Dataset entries
--- START ---
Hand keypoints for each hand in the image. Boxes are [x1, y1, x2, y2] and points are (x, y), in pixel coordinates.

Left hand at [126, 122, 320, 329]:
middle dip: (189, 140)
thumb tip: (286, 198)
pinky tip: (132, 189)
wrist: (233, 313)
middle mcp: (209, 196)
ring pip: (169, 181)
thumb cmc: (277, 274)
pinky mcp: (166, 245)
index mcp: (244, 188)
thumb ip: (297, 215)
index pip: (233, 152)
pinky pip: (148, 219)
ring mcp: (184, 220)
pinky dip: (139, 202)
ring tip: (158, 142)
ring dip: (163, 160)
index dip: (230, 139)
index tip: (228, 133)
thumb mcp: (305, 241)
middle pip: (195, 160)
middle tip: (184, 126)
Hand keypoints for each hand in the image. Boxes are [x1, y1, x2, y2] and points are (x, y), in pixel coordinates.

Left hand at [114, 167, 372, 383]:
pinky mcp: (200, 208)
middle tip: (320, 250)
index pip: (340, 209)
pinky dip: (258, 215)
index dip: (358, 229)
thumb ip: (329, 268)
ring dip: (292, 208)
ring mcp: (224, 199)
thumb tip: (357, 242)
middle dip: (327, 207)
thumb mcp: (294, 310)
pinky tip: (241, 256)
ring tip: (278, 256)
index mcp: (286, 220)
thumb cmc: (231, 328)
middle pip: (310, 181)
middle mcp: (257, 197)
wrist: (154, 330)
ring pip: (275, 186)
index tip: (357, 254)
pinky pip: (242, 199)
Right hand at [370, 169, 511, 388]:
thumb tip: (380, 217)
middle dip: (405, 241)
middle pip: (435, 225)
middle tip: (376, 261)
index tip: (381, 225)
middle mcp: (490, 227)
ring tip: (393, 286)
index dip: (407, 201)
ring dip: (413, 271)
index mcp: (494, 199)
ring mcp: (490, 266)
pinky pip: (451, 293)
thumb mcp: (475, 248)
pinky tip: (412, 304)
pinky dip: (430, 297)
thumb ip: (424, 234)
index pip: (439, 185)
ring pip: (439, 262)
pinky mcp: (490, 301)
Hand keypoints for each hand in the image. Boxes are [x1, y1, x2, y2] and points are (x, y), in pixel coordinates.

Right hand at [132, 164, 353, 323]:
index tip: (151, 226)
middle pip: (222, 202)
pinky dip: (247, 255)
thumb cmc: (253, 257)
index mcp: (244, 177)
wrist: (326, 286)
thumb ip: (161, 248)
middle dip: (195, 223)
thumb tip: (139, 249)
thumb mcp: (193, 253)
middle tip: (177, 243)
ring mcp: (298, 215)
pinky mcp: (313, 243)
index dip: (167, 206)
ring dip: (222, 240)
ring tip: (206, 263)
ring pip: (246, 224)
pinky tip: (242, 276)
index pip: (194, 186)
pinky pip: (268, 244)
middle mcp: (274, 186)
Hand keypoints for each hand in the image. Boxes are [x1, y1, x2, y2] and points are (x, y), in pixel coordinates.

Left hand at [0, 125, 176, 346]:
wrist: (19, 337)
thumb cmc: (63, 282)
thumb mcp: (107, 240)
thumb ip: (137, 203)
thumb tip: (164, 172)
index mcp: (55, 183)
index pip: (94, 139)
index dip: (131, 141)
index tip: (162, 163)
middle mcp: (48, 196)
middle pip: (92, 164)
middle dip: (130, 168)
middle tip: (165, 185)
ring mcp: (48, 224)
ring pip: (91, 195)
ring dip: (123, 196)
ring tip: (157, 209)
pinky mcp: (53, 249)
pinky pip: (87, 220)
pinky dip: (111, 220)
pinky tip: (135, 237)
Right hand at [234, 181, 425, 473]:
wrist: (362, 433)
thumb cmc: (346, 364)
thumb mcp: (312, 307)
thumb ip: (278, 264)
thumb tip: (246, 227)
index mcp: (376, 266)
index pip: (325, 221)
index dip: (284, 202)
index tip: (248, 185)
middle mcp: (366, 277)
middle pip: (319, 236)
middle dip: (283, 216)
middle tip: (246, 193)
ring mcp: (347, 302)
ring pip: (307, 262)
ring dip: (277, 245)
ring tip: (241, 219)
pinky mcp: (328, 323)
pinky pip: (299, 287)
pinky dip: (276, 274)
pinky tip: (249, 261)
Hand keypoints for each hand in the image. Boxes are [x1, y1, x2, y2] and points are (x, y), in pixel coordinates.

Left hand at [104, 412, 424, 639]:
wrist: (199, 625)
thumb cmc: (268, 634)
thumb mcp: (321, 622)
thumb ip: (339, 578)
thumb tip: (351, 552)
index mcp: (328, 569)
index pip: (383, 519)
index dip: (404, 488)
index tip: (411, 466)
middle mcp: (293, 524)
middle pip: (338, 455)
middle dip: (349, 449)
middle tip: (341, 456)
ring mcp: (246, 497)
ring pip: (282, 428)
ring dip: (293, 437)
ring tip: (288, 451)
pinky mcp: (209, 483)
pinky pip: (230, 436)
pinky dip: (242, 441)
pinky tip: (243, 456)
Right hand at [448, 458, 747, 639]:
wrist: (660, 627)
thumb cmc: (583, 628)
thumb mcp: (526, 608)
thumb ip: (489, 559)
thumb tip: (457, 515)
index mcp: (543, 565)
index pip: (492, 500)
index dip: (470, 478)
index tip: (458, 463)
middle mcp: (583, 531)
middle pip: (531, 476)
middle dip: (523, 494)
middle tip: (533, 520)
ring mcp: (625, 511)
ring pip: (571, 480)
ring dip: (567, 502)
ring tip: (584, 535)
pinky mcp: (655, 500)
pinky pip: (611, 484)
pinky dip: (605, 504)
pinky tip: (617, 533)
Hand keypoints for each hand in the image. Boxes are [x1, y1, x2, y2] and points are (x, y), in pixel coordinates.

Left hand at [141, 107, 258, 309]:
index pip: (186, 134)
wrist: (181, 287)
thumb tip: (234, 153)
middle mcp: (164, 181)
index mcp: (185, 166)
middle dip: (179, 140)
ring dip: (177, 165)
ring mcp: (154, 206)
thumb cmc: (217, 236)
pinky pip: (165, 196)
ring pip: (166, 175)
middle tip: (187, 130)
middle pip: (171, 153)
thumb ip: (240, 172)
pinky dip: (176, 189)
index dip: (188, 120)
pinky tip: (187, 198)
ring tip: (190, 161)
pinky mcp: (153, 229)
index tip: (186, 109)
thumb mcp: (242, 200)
--- END ---
**Problem description:**
What is wanted is every line from the first line of the entries through the line that contains "middle tip: (320, 250)", given again exactly.

**Answer space:**
Hand keypoints for each hand in the image. Boxes are [x1, y1, x2, y2] and points are (x, y), in pixel coordinates.

Left hand at [126, 122, 320, 329]:
middle dip: (189, 140)
thumb tip: (286, 198)
pinky tip: (132, 189)
wrist: (233, 313)
middle mcp: (209, 196)
ring pip: (169, 181)
thumb cmc: (277, 274)
pinky mcp: (166, 245)
index mcp: (244, 188)
thumb ip: (297, 215)
index pip: (233, 152)
pinky pip: (148, 219)
ring mcp: (184, 220)
pinky dip: (139, 202)
ring tip: (158, 142)
ring dip: (163, 160)
index dip: (230, 139)
index tip: (228, 133)
thumb mcp: (305, 241)
middle pip: (195, 160)
middle tip: (184, 126)
Hand keypoints for each hand in the image. Boxes are [x1, y1, x2, y2] and points are (x, y), in pixel coordinates.

Left hand at [114, 167, 372, 383]:
pinky mcp: (200, 208)
middle tip: (320, 250)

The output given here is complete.